India backs ‘New Silk Road' in Central Asia

Krishna says new pipelines, rail links and highways are building blocks of region's future

September 24, 2011 12:05 am | Updated December 04, 2021 10:58 pm IST - NEW YORK:

India has backed a multinational initiative to build a multi-billion dollar network of roads, railways and gas pipelines linking the resource-rich Central Asia with the continent's fast-growing economies — a project that its advocates describe as a “New Silk Road,” a modern version of the fabled trade routes.

External Affairs Minister S.M. Krishna told a meeting of foreign ministers, held on the sidelines of the United Nations General Assembly on Thursday, that the project would develop the “building blocks of our vision for Afghanistan as a hub linking Central and South Asia through pipelines, trade and transit routes for the common good of the people of our region and the world.”

He said the project would help build upon Afghanistan's “comparative advantage of abundant natural resources and its strategic geographical location.”

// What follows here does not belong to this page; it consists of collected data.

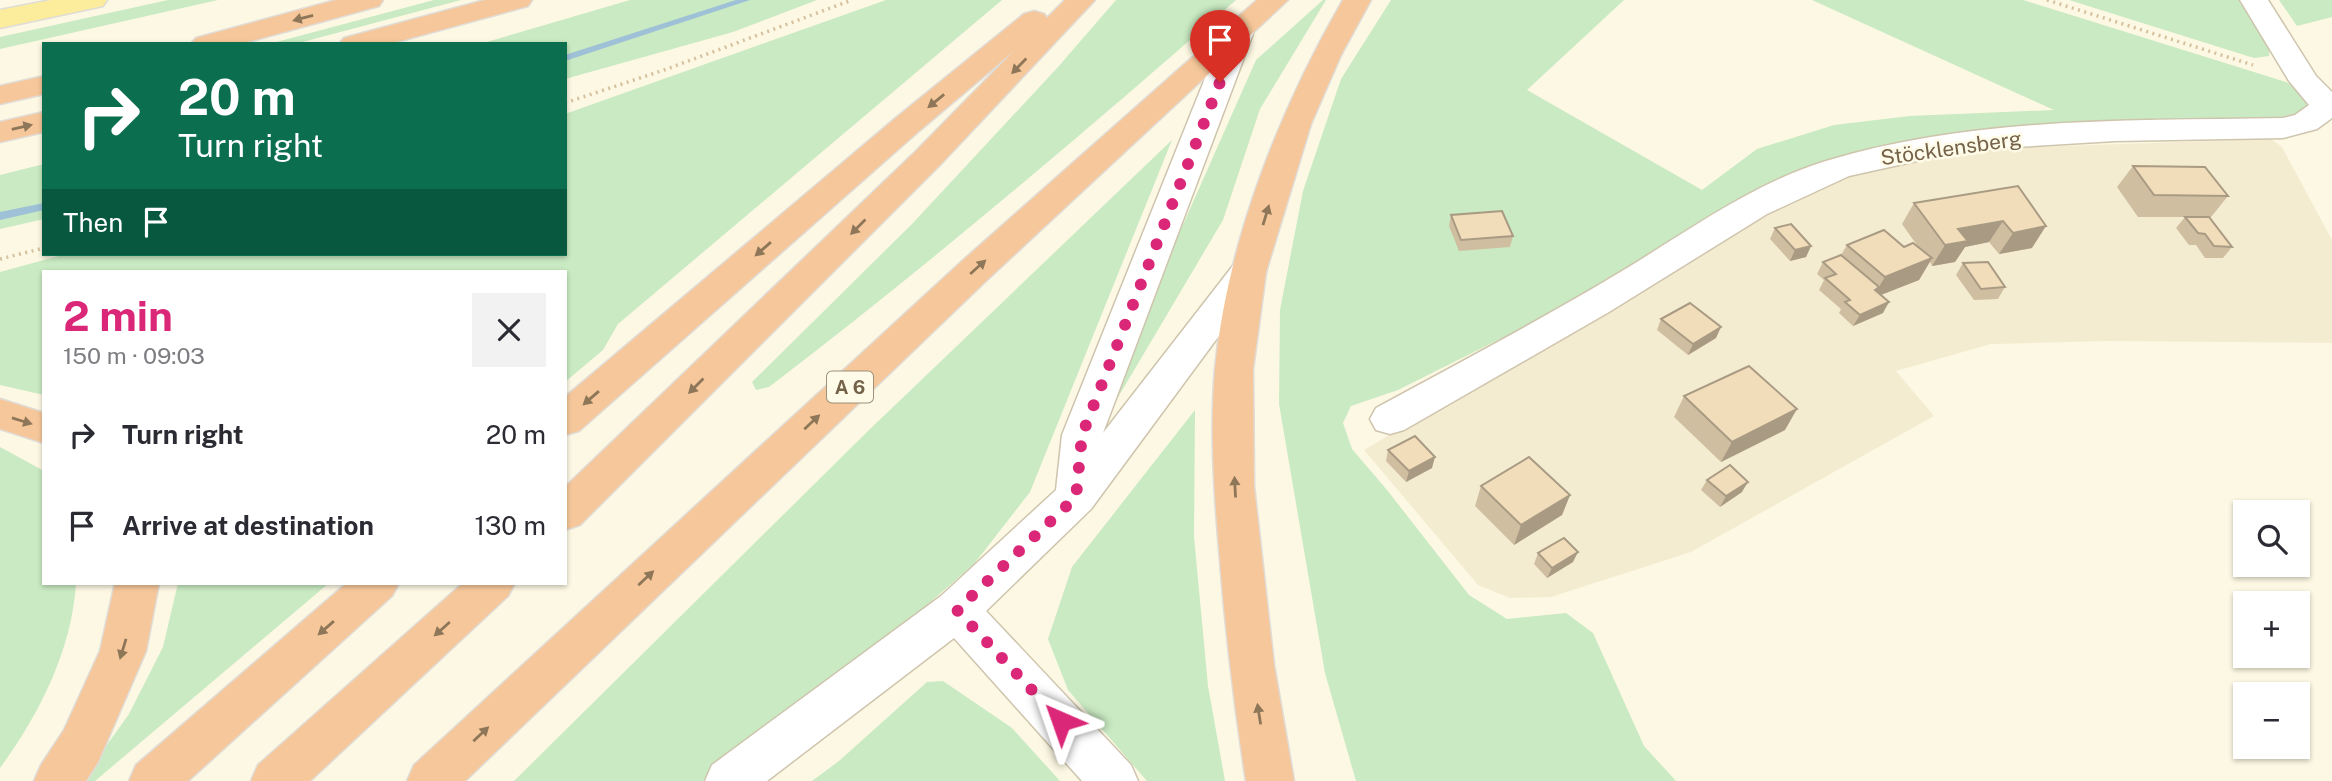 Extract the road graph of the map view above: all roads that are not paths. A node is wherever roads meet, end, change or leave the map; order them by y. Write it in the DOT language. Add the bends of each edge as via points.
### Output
graph roads {
  1 [pos="93,0"];
  2 [pos="369,0"];
  3 [pos="518,0"];
  4 [pos="1274,0"];
  5 [pos="1357,0"];
  6 [pos="2254,0"];
  7 [pos="1063,7"];
  8 [pos="0,19"];
  9 [pos="1239,31"];
  10 [pos="213,42"];
  11 [pos="361,42"];
  12 [pos="42,85"];
  13 [pos="2323,86"];
  14 [pos="0,95"];
  15 [pos="42,122"];
  16 [pos="0,132"];
  17 [pos="1248,272"];
  18 [pos="0,414"];
  19 [pos="567,418"];
  20 [pos="1390,419"];
  21 [pos="42,427"];
  22 [pos="1076,497"];
  23 [pos="567,511"];
  24 [pos="137,585"];
  25 [pos="375,585"];
  26 [pos="491,585"];
  27 [pos="957,610"];
  28 [pos="58,781"];
  29 [pos="153,781"];
  30 [pos="275,781"];
  31 [pos="431,781"];
  32 [pos="729,781"];
  33 [pos="1114,781"];
  34 [pos="1269,781"];
  1 -- 8 [label="main road"];
  2 -- 10 [label="highway, one-way"];
  3 -- 11 [label="highway"];
  4 -- 9 [label="highway, A 6"];
  17 -- 5 [label="highway, one-way" via="1295,124 1326,54"];
  6 -- 13 [label="lane"];
  7 -- 19 [label="highway, one-way" via="908,124"];
  7 -- 23 [label="highway, one-way" via="927,159"];
  9 -- 22 [label="lane" via="1082,435"];
  31 -- 9 [label="highway, A 6, one-way" via="974,271"];
  12 -- 14 [label="highway"];
  13 -- 20 [label="lane, Stöcklensberg" via="2328,106 2306,121 2283,128 2013,137 1890,153 1835,169 1730,222"];
  16 -- 15 [label="highway, one-way"];
  17 -- 22 [label="lane"];
  34 -- 17 [label="highway, one-way" via="1251,666 1234,485 1234,369"];
  18 -- 21 [label="highway, one-way"];
  22 -- 27 [label="lane"];
  24 -- 28 [label="highway, one-way" via="123,651 81,746"];
  25 -- 29 [label="highway, one-way"];
  26 -- 30 [label="highway, one-way"];
  27 -- 32 [label="lane"];
  27 -- 33 [label="lane"];
} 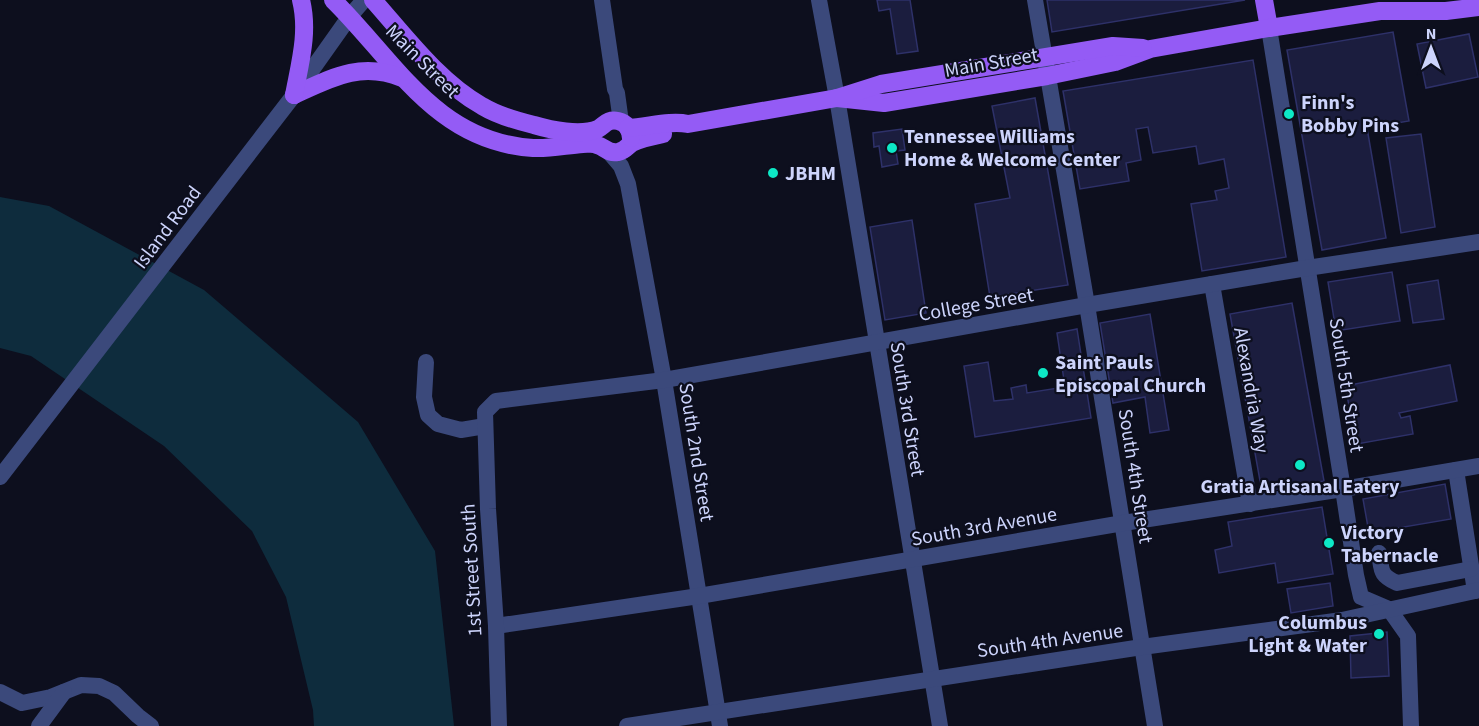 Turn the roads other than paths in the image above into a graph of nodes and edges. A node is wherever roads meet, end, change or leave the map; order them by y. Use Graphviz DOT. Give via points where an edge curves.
graph roads {
  1 [pos="300,0"];
  2 [pos="333,0"];
  3 [pos="364,0"];
  4 [pos="373,0"];
  5 [pos="602,0"];
  6 [pos="819,0"];
  7 [pos="1035,0"];
  8 [pos="1264,0"];
  9 [pos="1413,0"];
  10 [pos="1479,7"];
  11 [pos="1380,11"];
  12 [pos="350,16"];
  13 [pos="1269,28"];
  14 [pos="1150,49"];
  15 [pos="1044,57"];
  16 [pos="1047,76"];
  17 [pos="404,79"];
  18 [pos="294,95"];
  19 [pos="837,98"];
  20 [pos="615,136"];
  21 [pos="1479,242"];
  22 [pos="1307,268"];
  23 [pos="1212,284"];
  24 [pos="1087,305"];
  25 [pos="877,343"];
  26 [pos="426,362"];
  27 [pos="664,380"];
  28 [pos="485,419"];
  29 [pos="1479,466"];
  30 [pos="1456,470"];
  31 [pos="0,477"];
  32 [pos="1343,489"];
  33 [pos="1250,504"];
  34 [pos="1123,524"];
  35 [pos="1378,553"];
  36 [pos="912,560"];
  37 [pos="1472,569"];
  38 [pos="1477,590"];
  39 [pos="699,596"];
  40 [pos="1389,609"];
  41 [pos="496,626"];
  42 [pos="1142,647"];
  43 [pos="932,679"];
  44 [pos="0,692"];
  45 [pos="65,692"];
  46 [pos="719,719"];
  47 [pos="39,726"];
  48 [pos="151,726"];
  49 [pos="499,726"];
  50 [pos="627,726"];
  51 [pos="940,726"];
  52 [pos="1155,726"];
  53 [pos="1411,726"];
  1 -- 18 [label="main road" via="305,17 304,39"];
  2 -- 12 [label="main road, Main Street"];
  3 -- 12 [label="street, Island Road"];
  4 -- 20 [label="main road, Main Street" via="441,75 484,107 555,130"];
  5 -- 20 [label="street" via="617,93"];
  6 -- 19 [label="street, South 3rd Street"];
  7 -- 15 [label="street, South 4th Street"];
  8 -- 13 [label="main road"];
  9 -- 11 [label="main road, Main Street"];
  10 -- 11 [label="main road, Main Street" via="1446,12"];
  11 -- 13 [label="main road, Main Street"];
  12 -- 17 [label="main road, Main Street"];
  12 -- 18 [label="street, Island Road"];
  13 -- 14 [label="main road, Main Street"];
  13 -- 22 [label="street, South 5th Street"];
  14 -- 15 [label="main road, Main Street" via="1113,46"];
  14 -- 16 [label="main road, Main Street" via="1114,62"];
  15 -- 16 [label="street, South 4th Street"];
  15 -- 19 [label="main road, Main Street" via="881,84"];
  16 -- 19 [label="main road, Main Street" via="884,103"];
  16 -- 24 [label="street, South 4th Street"];
  17 -- 18 [label="main road" via="380,71 347,73"];
  17 -- 20 [label="main road, Main Street" via="446,117 469,131 501,142 546,148"];
  18 -- 31 [label="street, Island Road"];
  19 -- 20 [label="main road, Main Street" via="688,124 680,130"];
  19 -- 25 [label="street, South 3rd Street"];
  20 -- 27 [label="street, South 2nd Street" via="628,184"];
  21 -- 22 [label="street, College Street"];
  22 -- 23 [label="street, College Street"];
  22 -- 32 [label="street, South 5th Street"];
  23 -- 24 [label="street, College Street"];
  23 -- 33 [label="street, Alexandria Way"];
  24 -- 25 [label="street, College Street"];
  24 -- 34 [label="street, South 4th Street"];
  25 -- 27 [label="street, College Street"];
  25 -- 36 [label="street, South 3rd Street"];
  26 -- 28 [label="street, College Street" via="424,397 428,415 438,424 461,430"];
  27 -- 28 [label="street, College Street" via="496,402"];
  27 -- 39 [label="street, South 2nd Street"];
  28 -- 41 [label="street, 1st Street South"];
  29 -- 30 [label="street, South 3rd Avenue"];
  30 -- 32 [label="street, South 3rd Avenue"];
  30 -- 37 [label="street"];
  32 -- 33 [label="street, South 3rd Avenue"];
  32 -- 40 [label="street, South 5th Street" via="1361,597"];
  33 -- 34 [label="street, South 3rd Avenue"];
  34 -- 36 [label="street, South 3rd Avenue"];
  34 -- 42 [label="street, South 4th Street"];
  35 -- 37 [label="street" via="1382,571 1396,583"];
  36 -- 39 [label="street, South 3rd Avenue"];
  36 -- 43 [label="street, South 3rd Street"];
  37 -- 38 [label="street"];
  38 -- 40 [label="street, South 4th Avenue"];
  39 -- 41 [label="street, South 3rd Avenue"];
  39 -- 46 [label="street, South 2nd Street"];
  40 -- 42 [label="street, South 4th Avenue" via="1341,620"];
  40 -- 53 [label="street" via="1408,636"];
  41 -- 49 [label="street, 1st Street South"];
  42 -- 43 [label="street, South 4th Avenue"];
  42 -- 52 [label="street, South 4th Street"];
  43 -- 46 [label="street, South 4th Avenue"];
  43 -- 51 [label="street, South 3rd Street"];
  44 -- 45 [label="street" via="22,703"];
  45 -- 47 [label="street"];
  45 -- 48 [label="street" via="81,685 99,686 114,693"];
  46 -- 50 [label="street, South 4th Avenue"];
}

Thursday's talks have paved the way for high-level meetings in Istanbul on November 2 and in Bonn on December 5, where the building blocks of the “New Silk Road” will be discussed — among them roads, railways, mining projects and gas pipelines.

Afghanistan Foreign Minister Zalmai Rassoul, the United States Secretary of State Hillary Clinton, the foreign ministers of France, China, Japan, Canada, Sweden, Norway and the United Arab Emirates as well as senior officials from Iran, Pakistan, Kazakhstan, Uzbekistan, Tajikistan and Kyrgyzstan attended the meeting.

“This was a great day for Afghanistan and the region,” Mr. Rassoul said.

Ms. Clinton said the new network would allow Afghanistan and other Central Asian states to attract new sources of foreign private sector investment and access markets abroad. This, in turn, would provide people in the region “with credible alternatives to insurgency.”

However, Ms. Clinton said the project's success would require “changes in attitude and a sustained commitment of political will.”

Indian firms are already bidding for the development of the Hajigak iron ore mines in Afghanistan, while Chinese corporations have begun work on a $3 billion investment to tap the country's copper.

New Delhi has also signed on to an $7.6 billion project to build a 2,000-kilometre pipeline that will bring some 70 billion cubic metres of gas each year from Turkmenistan's Daulatabad fields to India, via Afghanistan and Pakistan. The construction of the pipeline, which will run through some 700 kilometres of Afghan territory and another 800 kilometres of Pakistan, is dogged by security concerns. India and Pakistan will both benefit from its construction, though, since it will give them reliable access to the world's fourth largest gas reserves.

For its part, China has already made substantial investments in Central Asia. In December, 2010, a 1,833 kilometre pipeline carrying gas from the Saman-Depe gasfields of eastern Turkmenistan to China's Xinjiang region went online. China has made substantial investments in energy infrastructure in Kazakhstan and Turkmenistan.

Beijing has also launched a number of ambitious highway and rail projects linking Central Asia to its western regions.

The highways and rail links the “New Silk Route” projects envisage will also give Europe a level of direct access to Central Asia it has not enjoyed since at least the sixteenth century, when the caravans that ferried goods across the region were rendered redundant by the new oceanic trade.